海外出張者とは、「単に労働の提供の場が海外にあるにすぎず、国内の事業場に所属し、その事業場の使用者の指揮に従って勤務する労働者」と定義しております。海外出張に係る旅費等については、旅費等の支出の実態について会計処理をしておく必要があります。

海外出張旅費等の税務上の原則的な取扱い

旅費や出張手当等について、通常必要と認められる範囲を逸脱して支給された場合には、その逸脱した部分は給与と判断される可能性があります。その為、支給が役員に対するものであった場合には、当該役員報酬は定期同額給与の要件を満たさないため、損金計上が認められません。後で給与であると判断された場合には、会社に源泉徴収義務違反があったと判断され、修正申告が必要となり、追徴課税されてしまう可能性もあります。また、交通費ではなく給与と認定された場合、仕入税額控除に含めることができないため、消費税の納税額も変わってしまいます。役員・社員が海外出張をしたときは、間違いのない経理処理が大切です。

1.旅費規程の作成 <通常必要と認められる範囲>
旅費規定を整備し、出張者の職位や業務内容等に応じて支給・補助をする費用の額や範囲を具体的に定めておく必要があります。
例えば、海外旅費に含まれる実費項目として、「交通運賃」、「宿泊料」、「運送費、荷造費」を実績精算とするのか、「日当」、「支度金」については定額支給とするなどルール化しておく必要があります。法人税基本通達の注書きには、「社会通念上合理的な基準によって計算されている等不当に多額でないと認められる限り、その全額を旅費として経理することができる」と記載されています。

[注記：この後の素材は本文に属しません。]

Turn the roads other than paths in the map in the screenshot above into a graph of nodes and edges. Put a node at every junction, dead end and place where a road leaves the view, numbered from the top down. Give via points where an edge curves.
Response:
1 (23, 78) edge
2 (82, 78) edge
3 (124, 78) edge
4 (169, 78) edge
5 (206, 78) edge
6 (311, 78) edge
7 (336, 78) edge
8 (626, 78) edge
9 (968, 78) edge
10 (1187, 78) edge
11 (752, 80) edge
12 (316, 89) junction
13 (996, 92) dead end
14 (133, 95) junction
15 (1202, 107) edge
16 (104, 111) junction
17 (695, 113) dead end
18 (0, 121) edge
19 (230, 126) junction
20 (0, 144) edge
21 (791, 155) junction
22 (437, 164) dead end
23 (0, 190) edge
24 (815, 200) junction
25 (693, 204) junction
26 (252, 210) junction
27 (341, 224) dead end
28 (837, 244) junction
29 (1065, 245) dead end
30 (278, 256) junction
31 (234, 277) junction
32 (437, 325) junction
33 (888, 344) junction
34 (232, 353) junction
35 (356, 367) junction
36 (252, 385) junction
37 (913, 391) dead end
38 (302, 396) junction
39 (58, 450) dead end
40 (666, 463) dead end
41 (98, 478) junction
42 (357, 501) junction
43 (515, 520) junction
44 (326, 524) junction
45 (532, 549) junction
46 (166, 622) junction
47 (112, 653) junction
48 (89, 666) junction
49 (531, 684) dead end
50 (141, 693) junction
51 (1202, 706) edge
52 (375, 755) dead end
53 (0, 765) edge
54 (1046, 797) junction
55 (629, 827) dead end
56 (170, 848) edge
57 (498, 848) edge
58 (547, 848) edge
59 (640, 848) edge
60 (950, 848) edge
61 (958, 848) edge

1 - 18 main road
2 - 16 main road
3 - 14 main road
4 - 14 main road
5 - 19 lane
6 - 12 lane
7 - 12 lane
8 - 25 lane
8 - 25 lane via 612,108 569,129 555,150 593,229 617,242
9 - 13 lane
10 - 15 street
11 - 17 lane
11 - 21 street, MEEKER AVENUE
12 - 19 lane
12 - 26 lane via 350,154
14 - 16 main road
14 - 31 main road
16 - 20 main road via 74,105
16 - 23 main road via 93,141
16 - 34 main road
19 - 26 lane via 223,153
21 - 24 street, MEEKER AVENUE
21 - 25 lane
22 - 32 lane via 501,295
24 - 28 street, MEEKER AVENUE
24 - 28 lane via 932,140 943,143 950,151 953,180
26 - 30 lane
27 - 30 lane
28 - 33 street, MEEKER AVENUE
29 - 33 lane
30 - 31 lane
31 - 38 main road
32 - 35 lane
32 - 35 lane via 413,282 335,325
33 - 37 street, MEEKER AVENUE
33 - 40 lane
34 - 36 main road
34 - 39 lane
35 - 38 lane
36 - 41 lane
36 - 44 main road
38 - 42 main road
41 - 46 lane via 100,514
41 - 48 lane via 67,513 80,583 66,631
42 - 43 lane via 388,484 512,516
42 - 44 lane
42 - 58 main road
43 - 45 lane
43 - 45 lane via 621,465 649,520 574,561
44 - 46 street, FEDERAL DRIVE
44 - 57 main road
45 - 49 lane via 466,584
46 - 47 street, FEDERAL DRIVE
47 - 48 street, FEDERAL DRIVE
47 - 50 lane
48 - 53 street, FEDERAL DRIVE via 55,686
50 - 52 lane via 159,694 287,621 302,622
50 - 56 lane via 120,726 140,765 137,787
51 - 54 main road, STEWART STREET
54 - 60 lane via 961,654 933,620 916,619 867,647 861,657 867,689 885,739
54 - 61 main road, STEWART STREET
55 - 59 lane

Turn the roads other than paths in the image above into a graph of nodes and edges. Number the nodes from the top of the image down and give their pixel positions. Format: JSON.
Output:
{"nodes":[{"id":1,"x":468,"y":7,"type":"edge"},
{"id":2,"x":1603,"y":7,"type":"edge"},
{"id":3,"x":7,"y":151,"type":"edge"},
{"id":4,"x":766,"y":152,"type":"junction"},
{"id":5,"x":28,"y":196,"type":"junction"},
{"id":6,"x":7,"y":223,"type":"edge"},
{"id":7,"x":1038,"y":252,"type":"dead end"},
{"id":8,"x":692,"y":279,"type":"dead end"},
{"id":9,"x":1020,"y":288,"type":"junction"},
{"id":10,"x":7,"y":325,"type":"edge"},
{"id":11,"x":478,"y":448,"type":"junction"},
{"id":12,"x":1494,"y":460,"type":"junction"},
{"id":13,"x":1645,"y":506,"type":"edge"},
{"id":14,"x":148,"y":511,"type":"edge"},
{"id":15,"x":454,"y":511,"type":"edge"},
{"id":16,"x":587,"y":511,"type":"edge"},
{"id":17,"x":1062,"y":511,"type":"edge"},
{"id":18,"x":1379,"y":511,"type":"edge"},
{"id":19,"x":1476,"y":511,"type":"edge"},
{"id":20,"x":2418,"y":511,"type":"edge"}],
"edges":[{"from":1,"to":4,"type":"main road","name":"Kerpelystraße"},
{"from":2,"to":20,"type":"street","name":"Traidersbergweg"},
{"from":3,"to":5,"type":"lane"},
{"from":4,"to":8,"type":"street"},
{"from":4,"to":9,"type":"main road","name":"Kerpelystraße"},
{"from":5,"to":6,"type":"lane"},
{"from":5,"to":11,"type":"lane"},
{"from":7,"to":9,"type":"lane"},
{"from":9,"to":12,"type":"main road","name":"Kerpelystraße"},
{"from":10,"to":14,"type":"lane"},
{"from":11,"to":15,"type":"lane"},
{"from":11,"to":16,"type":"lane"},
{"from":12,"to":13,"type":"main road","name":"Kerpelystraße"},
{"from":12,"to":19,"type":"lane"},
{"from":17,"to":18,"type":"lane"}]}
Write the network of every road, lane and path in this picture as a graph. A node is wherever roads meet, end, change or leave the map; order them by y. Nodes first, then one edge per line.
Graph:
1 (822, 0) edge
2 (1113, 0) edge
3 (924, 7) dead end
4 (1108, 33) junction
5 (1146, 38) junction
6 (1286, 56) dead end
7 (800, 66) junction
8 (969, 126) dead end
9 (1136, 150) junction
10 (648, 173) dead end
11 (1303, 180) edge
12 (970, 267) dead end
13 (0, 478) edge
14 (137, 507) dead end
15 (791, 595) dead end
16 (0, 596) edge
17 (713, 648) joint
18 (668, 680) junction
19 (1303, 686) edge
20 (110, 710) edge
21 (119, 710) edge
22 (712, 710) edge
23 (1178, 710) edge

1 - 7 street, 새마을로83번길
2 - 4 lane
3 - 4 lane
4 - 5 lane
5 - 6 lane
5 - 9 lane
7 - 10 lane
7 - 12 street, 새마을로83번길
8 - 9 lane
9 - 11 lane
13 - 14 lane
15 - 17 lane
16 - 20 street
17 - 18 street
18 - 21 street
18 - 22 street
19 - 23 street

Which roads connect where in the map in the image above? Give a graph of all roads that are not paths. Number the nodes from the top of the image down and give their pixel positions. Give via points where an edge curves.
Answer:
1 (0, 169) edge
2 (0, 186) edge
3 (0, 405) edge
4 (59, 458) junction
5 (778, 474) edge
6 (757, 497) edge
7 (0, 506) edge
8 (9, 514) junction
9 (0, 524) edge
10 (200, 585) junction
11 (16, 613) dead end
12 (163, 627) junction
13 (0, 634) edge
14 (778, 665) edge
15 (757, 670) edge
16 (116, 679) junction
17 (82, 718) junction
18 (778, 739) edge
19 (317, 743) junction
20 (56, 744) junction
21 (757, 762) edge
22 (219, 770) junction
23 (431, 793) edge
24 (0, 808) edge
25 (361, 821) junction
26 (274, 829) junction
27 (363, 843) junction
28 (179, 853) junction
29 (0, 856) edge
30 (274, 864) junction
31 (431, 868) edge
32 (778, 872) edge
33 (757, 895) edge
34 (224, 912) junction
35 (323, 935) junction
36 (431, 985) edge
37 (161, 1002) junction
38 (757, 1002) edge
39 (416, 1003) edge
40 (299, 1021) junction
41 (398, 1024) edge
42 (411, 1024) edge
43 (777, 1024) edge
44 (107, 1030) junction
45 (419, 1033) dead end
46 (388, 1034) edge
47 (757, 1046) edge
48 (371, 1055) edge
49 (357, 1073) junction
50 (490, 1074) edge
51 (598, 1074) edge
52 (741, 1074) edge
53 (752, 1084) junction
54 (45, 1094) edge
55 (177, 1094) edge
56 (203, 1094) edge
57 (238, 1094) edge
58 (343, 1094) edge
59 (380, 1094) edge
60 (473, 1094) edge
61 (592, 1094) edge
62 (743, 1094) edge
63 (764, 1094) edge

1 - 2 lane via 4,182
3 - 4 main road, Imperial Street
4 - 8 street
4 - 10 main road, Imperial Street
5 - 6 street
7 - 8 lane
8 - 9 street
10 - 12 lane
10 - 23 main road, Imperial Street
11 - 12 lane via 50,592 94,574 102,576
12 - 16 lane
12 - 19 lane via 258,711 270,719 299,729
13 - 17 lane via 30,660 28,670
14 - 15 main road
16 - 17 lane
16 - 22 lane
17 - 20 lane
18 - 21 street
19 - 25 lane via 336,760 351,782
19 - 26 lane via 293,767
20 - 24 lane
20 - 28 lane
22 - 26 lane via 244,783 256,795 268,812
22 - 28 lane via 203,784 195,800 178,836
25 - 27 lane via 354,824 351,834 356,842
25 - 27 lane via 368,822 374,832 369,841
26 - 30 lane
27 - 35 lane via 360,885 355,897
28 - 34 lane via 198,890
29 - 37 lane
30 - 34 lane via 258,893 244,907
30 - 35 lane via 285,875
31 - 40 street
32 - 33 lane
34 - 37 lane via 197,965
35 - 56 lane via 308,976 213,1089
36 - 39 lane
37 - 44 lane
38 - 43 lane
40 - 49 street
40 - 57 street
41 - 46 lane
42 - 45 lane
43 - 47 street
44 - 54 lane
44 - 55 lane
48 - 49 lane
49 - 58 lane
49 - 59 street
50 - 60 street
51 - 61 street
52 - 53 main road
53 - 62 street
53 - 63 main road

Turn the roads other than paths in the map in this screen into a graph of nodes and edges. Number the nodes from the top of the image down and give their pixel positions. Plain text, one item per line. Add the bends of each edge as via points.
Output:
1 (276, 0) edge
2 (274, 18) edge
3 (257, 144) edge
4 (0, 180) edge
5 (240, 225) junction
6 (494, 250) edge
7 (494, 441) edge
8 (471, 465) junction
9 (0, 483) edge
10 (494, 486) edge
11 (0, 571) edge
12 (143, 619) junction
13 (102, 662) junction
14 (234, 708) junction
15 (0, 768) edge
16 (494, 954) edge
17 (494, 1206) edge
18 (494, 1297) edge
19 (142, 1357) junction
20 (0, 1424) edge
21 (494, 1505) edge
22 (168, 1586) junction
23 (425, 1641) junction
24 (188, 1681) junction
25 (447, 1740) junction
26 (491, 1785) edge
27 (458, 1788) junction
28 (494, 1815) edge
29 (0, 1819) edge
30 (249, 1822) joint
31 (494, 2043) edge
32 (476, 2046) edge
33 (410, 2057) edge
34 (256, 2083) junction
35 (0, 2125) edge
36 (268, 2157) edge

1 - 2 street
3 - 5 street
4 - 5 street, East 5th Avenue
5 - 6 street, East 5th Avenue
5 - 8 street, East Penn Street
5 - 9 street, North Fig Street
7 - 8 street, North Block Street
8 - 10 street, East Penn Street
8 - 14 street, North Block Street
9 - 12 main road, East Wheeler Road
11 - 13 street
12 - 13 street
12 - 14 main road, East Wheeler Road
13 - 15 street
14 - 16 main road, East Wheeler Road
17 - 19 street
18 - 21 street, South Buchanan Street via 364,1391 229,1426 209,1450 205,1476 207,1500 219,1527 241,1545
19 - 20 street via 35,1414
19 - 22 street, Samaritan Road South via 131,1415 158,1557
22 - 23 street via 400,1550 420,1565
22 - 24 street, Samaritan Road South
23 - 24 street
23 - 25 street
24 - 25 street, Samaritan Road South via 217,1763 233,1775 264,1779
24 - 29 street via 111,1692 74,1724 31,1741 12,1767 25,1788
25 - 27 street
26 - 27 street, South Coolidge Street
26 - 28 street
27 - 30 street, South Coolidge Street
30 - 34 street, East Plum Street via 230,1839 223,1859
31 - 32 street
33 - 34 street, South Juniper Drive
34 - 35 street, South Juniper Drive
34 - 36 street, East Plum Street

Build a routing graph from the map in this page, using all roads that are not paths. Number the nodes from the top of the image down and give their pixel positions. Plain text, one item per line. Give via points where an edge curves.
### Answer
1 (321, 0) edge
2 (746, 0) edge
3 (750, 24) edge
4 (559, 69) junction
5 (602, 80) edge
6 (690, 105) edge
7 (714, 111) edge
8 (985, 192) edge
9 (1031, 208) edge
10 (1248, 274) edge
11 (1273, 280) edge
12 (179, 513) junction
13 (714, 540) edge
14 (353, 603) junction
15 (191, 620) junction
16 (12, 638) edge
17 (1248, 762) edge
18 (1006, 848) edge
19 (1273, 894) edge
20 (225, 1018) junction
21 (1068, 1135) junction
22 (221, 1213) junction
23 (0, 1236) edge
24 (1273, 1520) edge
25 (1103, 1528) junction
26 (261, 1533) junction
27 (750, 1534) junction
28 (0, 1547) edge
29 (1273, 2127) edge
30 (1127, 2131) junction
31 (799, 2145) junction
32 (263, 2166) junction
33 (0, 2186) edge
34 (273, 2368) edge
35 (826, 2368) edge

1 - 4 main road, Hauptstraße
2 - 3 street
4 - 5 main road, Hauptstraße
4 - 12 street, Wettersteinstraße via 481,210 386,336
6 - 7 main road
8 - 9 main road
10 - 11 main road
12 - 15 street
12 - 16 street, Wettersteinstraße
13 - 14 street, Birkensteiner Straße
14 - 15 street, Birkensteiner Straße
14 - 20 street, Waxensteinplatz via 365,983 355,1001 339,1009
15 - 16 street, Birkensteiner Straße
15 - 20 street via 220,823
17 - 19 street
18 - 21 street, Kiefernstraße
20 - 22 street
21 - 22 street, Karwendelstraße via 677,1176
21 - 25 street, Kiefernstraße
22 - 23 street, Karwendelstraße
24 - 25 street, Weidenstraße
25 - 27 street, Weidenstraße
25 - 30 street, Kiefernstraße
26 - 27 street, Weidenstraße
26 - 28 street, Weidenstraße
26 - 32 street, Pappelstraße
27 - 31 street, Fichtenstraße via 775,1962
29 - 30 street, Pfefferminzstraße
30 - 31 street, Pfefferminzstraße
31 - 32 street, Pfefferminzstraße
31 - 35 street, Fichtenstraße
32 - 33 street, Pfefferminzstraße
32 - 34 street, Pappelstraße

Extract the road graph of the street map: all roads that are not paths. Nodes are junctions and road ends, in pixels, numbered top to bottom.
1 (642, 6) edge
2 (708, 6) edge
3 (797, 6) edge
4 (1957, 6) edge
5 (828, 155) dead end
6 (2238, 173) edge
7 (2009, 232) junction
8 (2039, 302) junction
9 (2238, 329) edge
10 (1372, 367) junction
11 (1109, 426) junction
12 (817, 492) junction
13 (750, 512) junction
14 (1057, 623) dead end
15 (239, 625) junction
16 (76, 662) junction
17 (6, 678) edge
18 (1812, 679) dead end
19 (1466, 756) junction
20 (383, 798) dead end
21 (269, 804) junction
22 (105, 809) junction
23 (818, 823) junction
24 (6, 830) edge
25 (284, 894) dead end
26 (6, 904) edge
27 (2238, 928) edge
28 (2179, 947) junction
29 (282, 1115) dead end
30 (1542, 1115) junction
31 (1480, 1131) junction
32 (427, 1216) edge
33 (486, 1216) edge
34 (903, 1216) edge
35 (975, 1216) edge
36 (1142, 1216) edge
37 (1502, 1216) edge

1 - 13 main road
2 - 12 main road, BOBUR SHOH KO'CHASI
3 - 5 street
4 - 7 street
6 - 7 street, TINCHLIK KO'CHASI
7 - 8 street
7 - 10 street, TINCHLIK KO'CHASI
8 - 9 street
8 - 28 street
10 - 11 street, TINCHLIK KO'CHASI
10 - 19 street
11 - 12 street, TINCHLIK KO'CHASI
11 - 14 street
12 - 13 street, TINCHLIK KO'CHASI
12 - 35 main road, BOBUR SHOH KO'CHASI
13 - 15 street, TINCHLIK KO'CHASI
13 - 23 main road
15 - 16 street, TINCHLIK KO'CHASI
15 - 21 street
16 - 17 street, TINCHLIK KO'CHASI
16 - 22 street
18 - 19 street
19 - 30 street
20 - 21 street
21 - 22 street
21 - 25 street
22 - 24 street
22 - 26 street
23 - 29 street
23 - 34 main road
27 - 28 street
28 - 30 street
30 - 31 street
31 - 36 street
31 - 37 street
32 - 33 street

同業他社の海外出張手当の支給実態を参考にして決めるなど、一般的に適切と思われる範囲に抑えて規定すれば、通常は損金計上が認められます。

2.海外子会社に起因する海外出張に注意
海外子会社に起因して海外出張の必要が生じ、その旅費等の経費は海外子会社が負担すべきと判断されるような場合には、当該経費は親会社の経費と認められず、親会社の負担は海外子会社への寄附や利益移転とみなされる可能性があります。この様なケースでは、海外出張費はどちらが負担すべきものなのかについて適切な判断をする必要があります。

3.業務と業務外の区分判断
法人の役員や使用人の海外出張が業務遂行上必要なものであるかの判断は、その旅行の動機や参加者の役職、旅行内容の業務関連性により実質的に判断することになります。
海外出張の準備や海外出張中の出費の損金計上については、当該経費が業務上の必要性に応じて出費されたものと立証できるか否かで判断が分かれます。一般的には、支出の日付、金額、支払先、内容などについて記録を残しておく必要があります。個人的な土産代や業務に関係のない飲食費等、内容が業務に関連していない場合には、会社の事業のために要した支出とは認められません。業務外の経費を出張者に支給した場合には、当該費用は出張者への給与と判断されます。そのため、役員や社員の海外出張が、個人的な観光等、業務に関係のない旅行と併せてなされたものである場合には、出張旅費について業務期間と業務外の期間に応じて按分し、業務期間に該当する部分の費用についてのみ損金計上する必要があります。業務外の期間に対応する支給額は役員や社員への給与と判断されます。
業務上の経費として損金計上した場合には、その出費が業務上の経費に該当するものであることを示す証憑を残しておく必要があります。海外出張から帰ってきた社員には、出張報告書の提出を義務付け、経費精算書に現地で入手した訪問先の名刺、パンフレットなどの資料も添付して保管しておくとよいでしょう。

4.家族等の同伴者の取扱い
海外出張に家族を同伴させた場合、その旅費や宿泊費等は、当該家族が会社の役員や社員ではない限り、業務上の経費としては認められません。海外赴任は赴任者の選択により家族同伴をすることもあると思いますが、一般的に海外出張には家族は同伴させないためです。
以上のように、海外出張には通常、会社の役員や社員ではない家族を同伴させることはないと考えられます。そのため、当該家族についての旅費等は、会社の経費とは認められず、海外出張者への給与とみなされる可能性があります。出張者が役員であった場合には、役員報酬否認による税務上の加算処理がなされます。
ただし、家族が会社の役員や社員ではない場合、海外出張における業務の担当者として適切かどうかの検討をしたうえで、適切と判断された場合には、当該家族に対する出張経費も会社の費用として計上することが認められます。例えば、海外出張者が健康上の問題を有しており、常時家族からの生活の補助を必要としているケースや、語学や専門知識の観点から業務補佐のための同行者が必要なものの、社内に適切な人材がいないために家族に当該補佐を委嘱するケースです。そうした事情があるのなら、それを証明する資料を作成し、保存しておくことが求められます。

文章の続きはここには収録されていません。